## Recorded data:
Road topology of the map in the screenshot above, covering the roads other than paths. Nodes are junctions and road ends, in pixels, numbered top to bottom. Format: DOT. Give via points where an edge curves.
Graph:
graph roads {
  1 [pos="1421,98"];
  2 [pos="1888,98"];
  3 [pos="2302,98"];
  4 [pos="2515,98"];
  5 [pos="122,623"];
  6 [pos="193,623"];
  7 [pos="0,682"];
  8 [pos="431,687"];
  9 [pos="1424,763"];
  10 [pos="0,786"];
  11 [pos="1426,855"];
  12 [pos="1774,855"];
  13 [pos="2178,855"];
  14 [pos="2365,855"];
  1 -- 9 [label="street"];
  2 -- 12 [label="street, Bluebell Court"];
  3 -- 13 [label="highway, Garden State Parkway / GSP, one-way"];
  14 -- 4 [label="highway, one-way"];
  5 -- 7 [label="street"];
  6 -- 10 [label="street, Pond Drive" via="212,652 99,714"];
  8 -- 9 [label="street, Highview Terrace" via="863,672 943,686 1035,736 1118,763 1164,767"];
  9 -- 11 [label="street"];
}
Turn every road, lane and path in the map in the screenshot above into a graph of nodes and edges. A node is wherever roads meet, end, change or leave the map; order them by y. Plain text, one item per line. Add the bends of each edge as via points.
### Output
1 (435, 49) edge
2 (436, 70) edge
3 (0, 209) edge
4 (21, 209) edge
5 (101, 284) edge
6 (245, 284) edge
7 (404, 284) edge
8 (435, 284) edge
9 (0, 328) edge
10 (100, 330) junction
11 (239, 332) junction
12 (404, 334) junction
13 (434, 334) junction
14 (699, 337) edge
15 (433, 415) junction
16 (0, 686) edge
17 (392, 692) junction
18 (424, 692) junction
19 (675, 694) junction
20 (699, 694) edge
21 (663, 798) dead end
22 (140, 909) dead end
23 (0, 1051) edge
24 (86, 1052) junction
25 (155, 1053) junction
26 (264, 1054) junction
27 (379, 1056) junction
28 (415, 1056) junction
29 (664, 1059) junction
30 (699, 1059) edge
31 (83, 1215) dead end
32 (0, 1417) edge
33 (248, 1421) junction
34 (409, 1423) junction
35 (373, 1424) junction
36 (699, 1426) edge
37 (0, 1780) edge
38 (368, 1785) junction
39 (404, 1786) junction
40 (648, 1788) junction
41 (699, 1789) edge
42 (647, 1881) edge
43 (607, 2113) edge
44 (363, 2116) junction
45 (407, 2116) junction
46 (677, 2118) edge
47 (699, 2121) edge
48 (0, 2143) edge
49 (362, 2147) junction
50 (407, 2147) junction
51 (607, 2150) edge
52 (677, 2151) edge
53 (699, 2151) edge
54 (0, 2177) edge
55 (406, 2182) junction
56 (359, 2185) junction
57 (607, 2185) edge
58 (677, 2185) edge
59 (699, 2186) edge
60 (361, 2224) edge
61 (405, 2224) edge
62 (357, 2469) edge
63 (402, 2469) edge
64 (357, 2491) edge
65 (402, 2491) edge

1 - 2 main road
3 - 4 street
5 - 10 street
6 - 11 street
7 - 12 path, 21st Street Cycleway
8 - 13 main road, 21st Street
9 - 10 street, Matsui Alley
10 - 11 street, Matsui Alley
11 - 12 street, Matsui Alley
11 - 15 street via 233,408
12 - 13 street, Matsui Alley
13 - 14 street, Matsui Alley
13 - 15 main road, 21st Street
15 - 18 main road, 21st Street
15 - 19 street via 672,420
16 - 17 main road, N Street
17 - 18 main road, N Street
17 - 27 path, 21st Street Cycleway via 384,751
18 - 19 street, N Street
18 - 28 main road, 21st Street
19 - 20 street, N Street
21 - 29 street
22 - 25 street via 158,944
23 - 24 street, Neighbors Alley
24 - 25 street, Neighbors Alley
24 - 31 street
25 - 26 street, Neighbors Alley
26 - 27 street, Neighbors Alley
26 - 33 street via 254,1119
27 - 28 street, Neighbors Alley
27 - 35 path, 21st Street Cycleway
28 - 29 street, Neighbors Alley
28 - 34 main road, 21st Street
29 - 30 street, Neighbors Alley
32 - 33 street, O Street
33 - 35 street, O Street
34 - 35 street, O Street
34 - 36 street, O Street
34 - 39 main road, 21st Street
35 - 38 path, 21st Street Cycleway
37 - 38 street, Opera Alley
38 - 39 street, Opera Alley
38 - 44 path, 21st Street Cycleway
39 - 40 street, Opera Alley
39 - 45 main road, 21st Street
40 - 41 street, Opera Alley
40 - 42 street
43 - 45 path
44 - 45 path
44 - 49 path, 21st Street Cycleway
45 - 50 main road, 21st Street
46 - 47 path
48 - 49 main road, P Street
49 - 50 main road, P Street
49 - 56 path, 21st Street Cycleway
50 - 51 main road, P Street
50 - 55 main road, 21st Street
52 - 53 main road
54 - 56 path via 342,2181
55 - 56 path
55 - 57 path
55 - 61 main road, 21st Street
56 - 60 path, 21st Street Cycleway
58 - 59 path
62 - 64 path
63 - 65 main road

## Brief:
Look through the entries and copy every line in which the string "above" appears.

## Exercise solution:
Road topology of the map in the screenshot above, covering the roads other than paths. Nodes are junctions and road ends, in pixels, numbered top to bottom. Format: DOT. Give via points where an edge curves.
Turn every road, lane and path in the map in the screenshot above into a graph of nodes and edges. A node is wherever roads meet, end, change or leave the map; order them by y. Plain text, one item per line. Add the bends of each edge as via points.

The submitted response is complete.